Читать «Компромисс между жизнью и смертью. Сергей Довлатов в Таллине и другие встречи» онлайн - страница 18

Елена Григорьевна Скульская

Тут дело именно в пропорциях и соразмерностях, на которые, если угодно, можно обижаться со сладким смирением.

– Лиля, самое страшное, что после моей смерти наши коллеги по «Советской Эстонии» будут объявлены моими ближайшими друзьями!

– Но ведь вы, Сережа, действительно, со многими приятельствуете…

– Лиля, что вы говорите! Конечно, Толстой не дружил с Достоевским, но все-таки переписывался со Страховым и Гольденвейзером. Чехов не был приятелем Толстого, но у него все-таки были Суворин, Левитан, Немирович-Данченко…

Тут дело именно в пропорциях и соразмерностях. Ибо главные герои ищут смерти, а второстепенные довольствуются прекрасным.

* * *

Почему Сергей Довлатов окликал людей по именам? Окликал персонажей своей прозы по именам, взятым из анкетно-паспортной реальности? Потому что хотел поставить их в положение Орфея, который, конечно, может покинуть Ад, заслужив расположение начальства сладкоголосым пением, но без того единственного, без чего невозможно жить – без своей Эвридики. Довлатов заставлял их оглянуться в Аду.

Сергей Довлатов нарушал договор между жизнью и литературой, подписанный Шекспиром. Сценой «Мышеловки» в «Гамлете» Шекспир обещал всем дальнейшим литераторам, что искусство не бесполезно.

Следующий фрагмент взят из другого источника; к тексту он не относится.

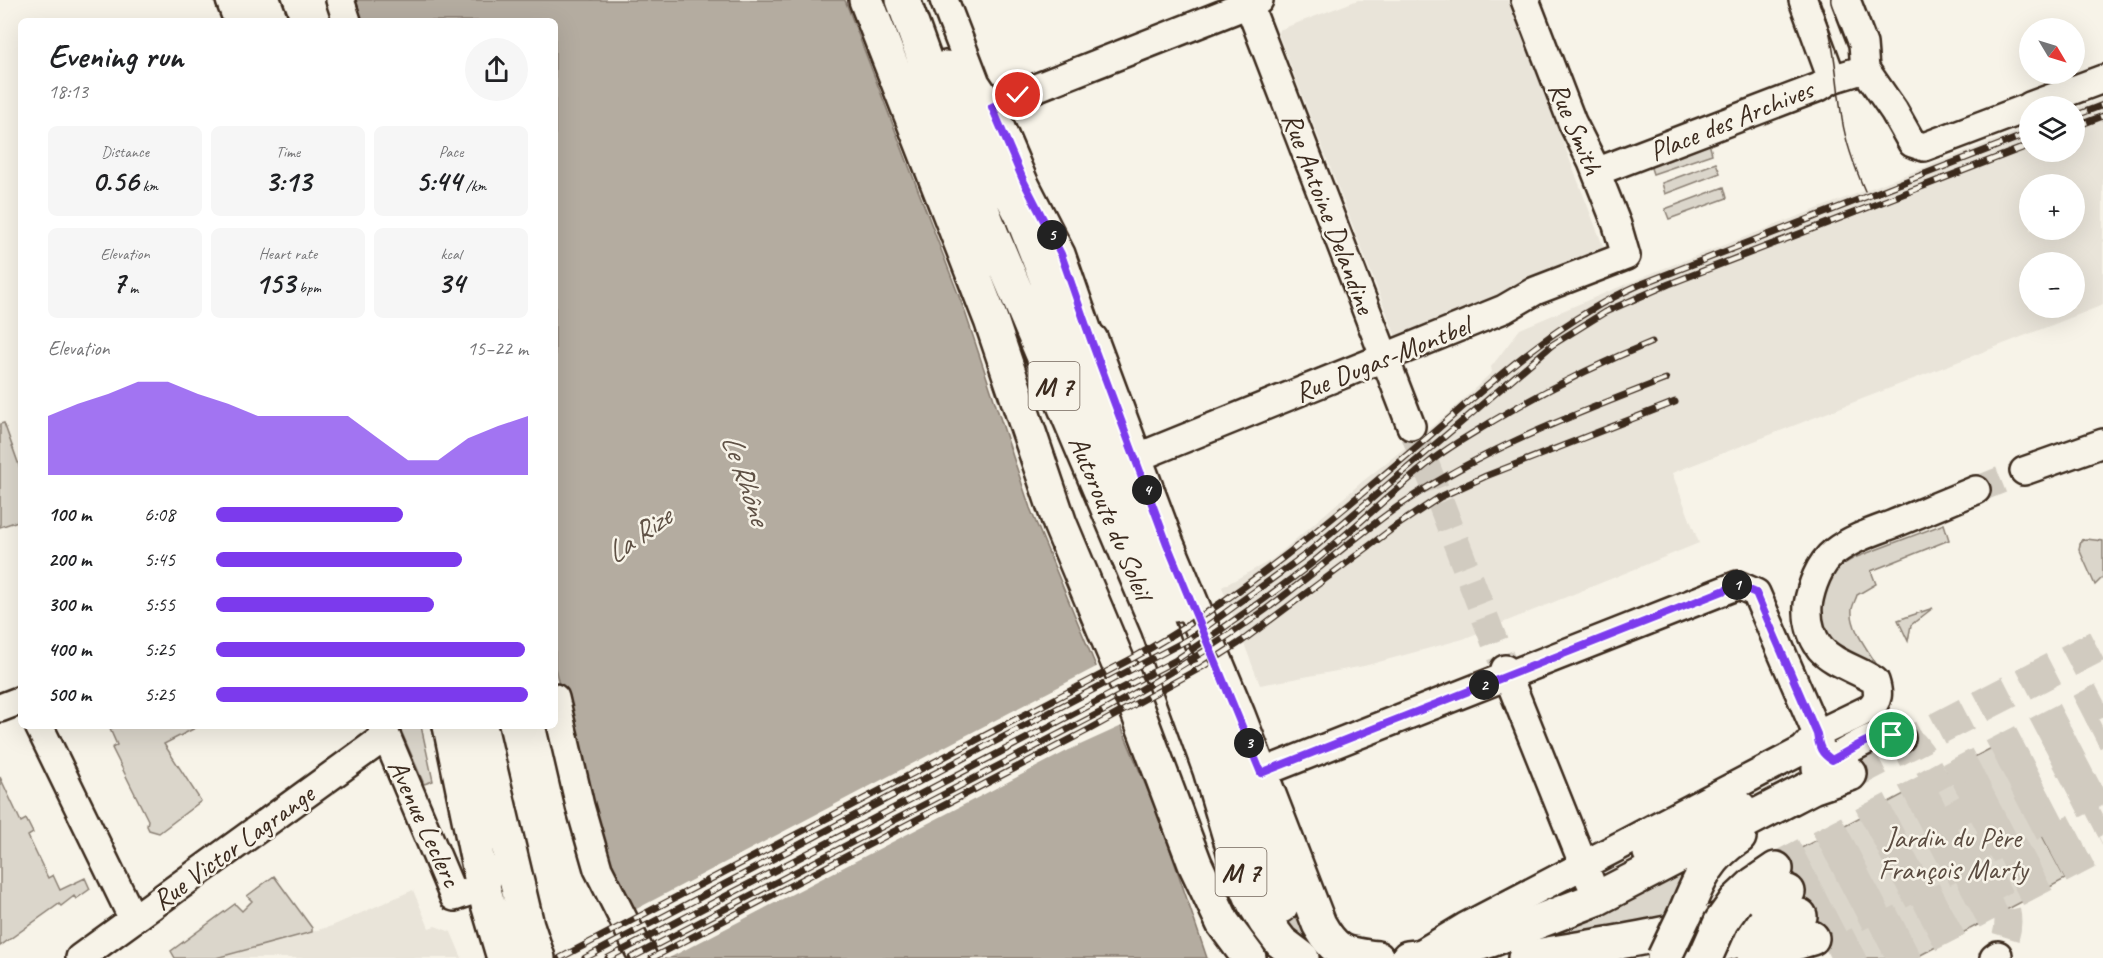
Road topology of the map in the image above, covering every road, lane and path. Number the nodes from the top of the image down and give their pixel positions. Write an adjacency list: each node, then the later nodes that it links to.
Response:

Что метафора, вооружившись строчками с кровью, способна убить. Что достаточно Нине Заречной заговорить о рогатых оленях, как Аркадина не выдержит и выдаст себя. И так далее – по всей мировой литературе…

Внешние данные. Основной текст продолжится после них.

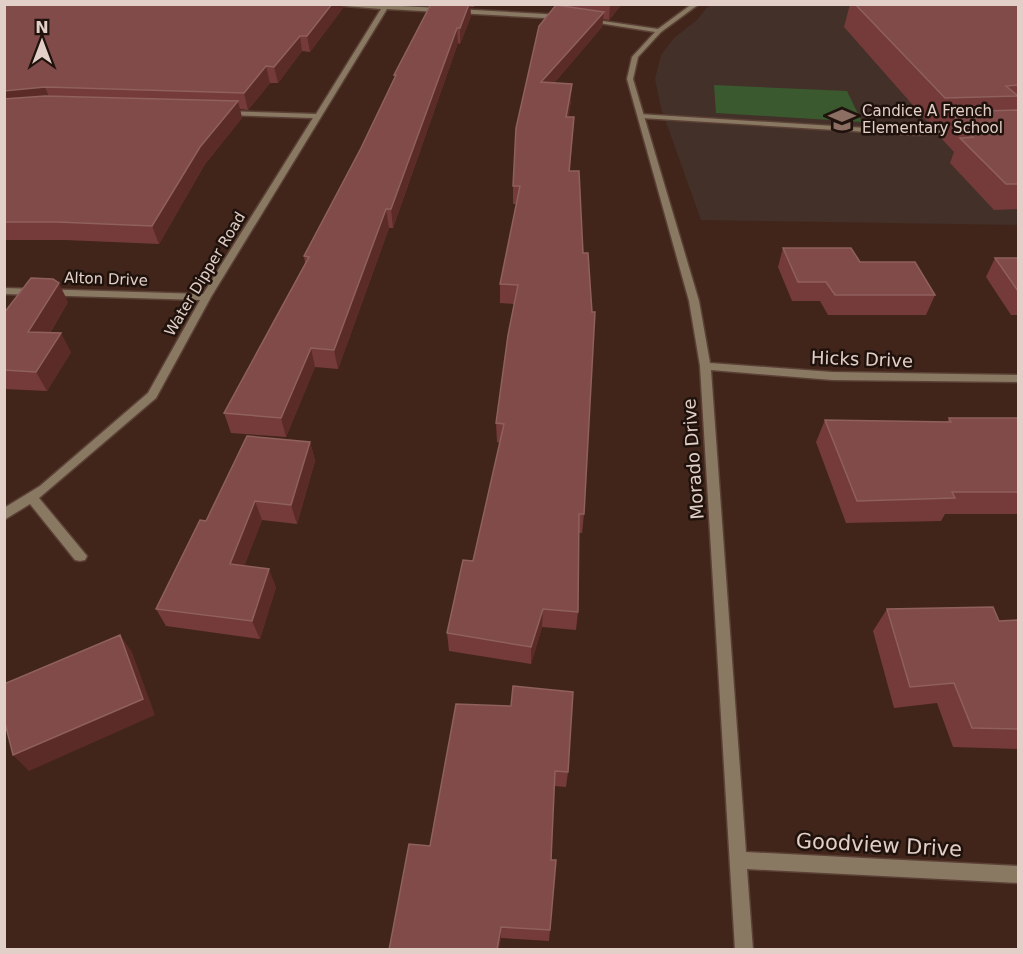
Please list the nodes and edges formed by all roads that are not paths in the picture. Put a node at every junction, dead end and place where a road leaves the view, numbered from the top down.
1 (324, 4) edge
2 (696, 4) edge
3 (385, 7) junction
4 (659, 31) junction
5 (215, 113) edge
6 (319, 116) junction
7 (642, 116) junction
8 (973, 131) edge
9 (4, 291) edge
10 (206, 297) junction
11 (705, 366) junction
12 (1018, 378) edge
13 (31, 497) junction
14 (4, 515) edge
15 (80, 556) dead end
16 (737, 860) junction
17 (1018, 874) edge
18 (744, 950) edge

1 - 3 street
2 - 4 street, Morado Drive
3 - 4 street
3 - 6 street, Water Dipper Road
4 - 7 street, Morado Drive
5 - 6 street
6 - 10 street, Water Dipper Road
7 - 8 street
7 - 11 street, Morado Drive
9 - 10 street, Alton Drive
10 - 13 street, Water Dipper Road
11 - 12 street, Hicks Drive
11 - 16 street, Morado Drive
13 - 14 street, Water Dipper Road
13 - 15 street
16 - 17 street, Goodview Drive
16 - 18 street, Morado Drive

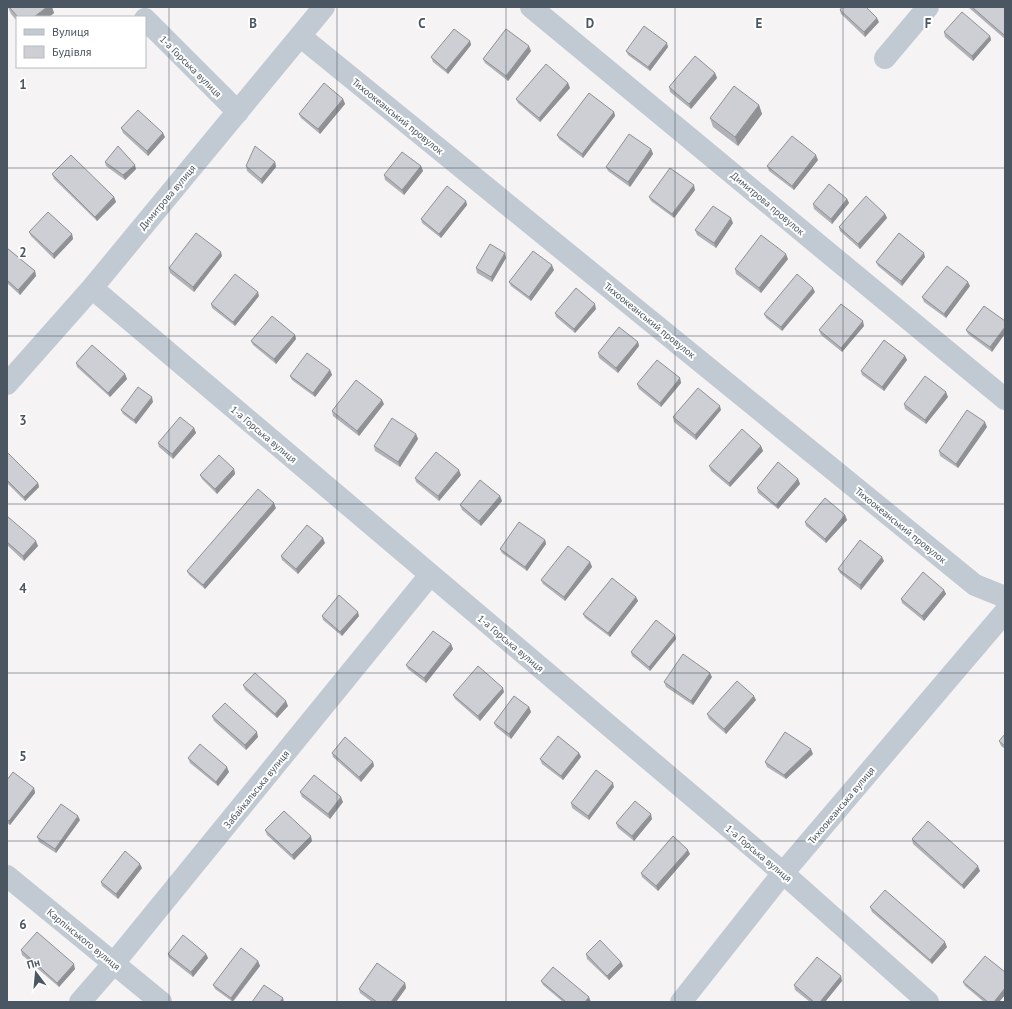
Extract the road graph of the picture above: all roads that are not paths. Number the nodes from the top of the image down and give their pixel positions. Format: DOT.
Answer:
graph roads {
  1 [pos="133,7"];
  2 [pos="324,7"];
  3 [pos="531,7"];
  4 [pos="928,7"];
  5 [pos="142,16"];
  6 [pos="146,20"];
  7 [pos="300,36"];
  8 [pos="885,58"];
  9 [pos="238,112"];
  10 [pos="92,288"];
  11 [pos="7,384"];
  12 [pos="1005,399"];
  13 [pos="430,575"];
  14 [pos="1005,597"];
  15 [pos="1005,612"];
  16 [pos="783,873"];
  17 [pos="7,876"];
  18 [pos="114,963"];
  19 [pos="80,1002"];
  20 [pos="161,1002"];
  21 [pos="681,1002"];
  22 [pos="928,1002"];
  1 -- 5 [label="street, 1-а Горська вулиця"];
  2 -- 7 [label="street, Димитрова вулиця"];
  3 -- 12 [label="street, Димитрова провулок"];
  4 -- 8 [label="street"];
  6 -- 9 [label="street, 1-а Горська вулиця"];
  7 -- 9 [label="street, Димитрова вулиця"];
  7 -- 14 [label="street, Тихоокеанський провулок"];
  9 -- 10 [label="street, Димитрова вулиця"];
  10 -- 11 [label="street, Димитрова вулиця"];
  10 -- 13 [label="street, 1-а Горська вулиця"];
  13 -- 16 [label="street, 1-а Горська вулиця"];
  13 -- 18 [label="street, Забайкальська вулиця"];
  15 -- 16 [label="street, Тихоокеанська вулиця"];
  16 -- 21 [label="street, Тихоокеанська вулиця"];
  16 -- 22 [label="street, 1-а Горська вулиця"];
  17 -- 18 [label="street, Карпінського вулиця"];
  18 -- 19 [label="street, Забайкальська вулиця"];
  18 -- 20 [label="street, Карпінського вулиця"];
}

Но на самом деле никто ведь и никогда не узнает себя. И в первую голову Клавдий ходит на спектакли, в первую голову ему нравится искусство. Он всякий раз убеждается в круговой поруке иносказательности, оберегающей четвертой стеной реальность прототипов и превращающей их воровские клички, их агентурные номера, их стукаческие коды в пышные и сладкозвучные литературные псевдонимы.

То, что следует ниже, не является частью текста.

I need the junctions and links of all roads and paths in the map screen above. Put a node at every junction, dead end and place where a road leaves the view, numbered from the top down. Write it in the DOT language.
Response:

Они, персонажи Довлатова, окликнутые им по имени, были уверены на своих редколлегиях, в своих начальственных кабинетах, на своих собраниях, что просто играют по правилам, профессионально исполняют роль, участвуют в спектакле, после которого, как водится, рано или поздно все герои – и убитые и убийцы, обнявшись, шествуют в кабак. То есть они максимально способствовали искусству, выдвигая жизнь в метафоры – как ящички в письменном столе.

Довлатов предал искусство и задвинул эти ящички в духоту жизни. Когда жизнь, подобно Атлантиде, погружается на дно искусства, окончательно превратившись в фарс, то самому искусству ничего не остается, как создавать островки губительной суши – факта, документа, хроники, имени. И тогда роль героя может исполнить только герой, и тогда роль автора может исполнить только автор.

Это не романтический дальтонизм, не различающий жизнь и искусство; это форма отчаяния, отказывающая жизни в существовании.

* * *

Искупая свой рост, Сергей Довлатов любил слова по буквам. Из букв, а не из слов составлял он свои тексты. Каждой букве придумывал ласковое прозвище, баловал и выводил на бумагу осторожно, за руку, как усыновленного ребенка.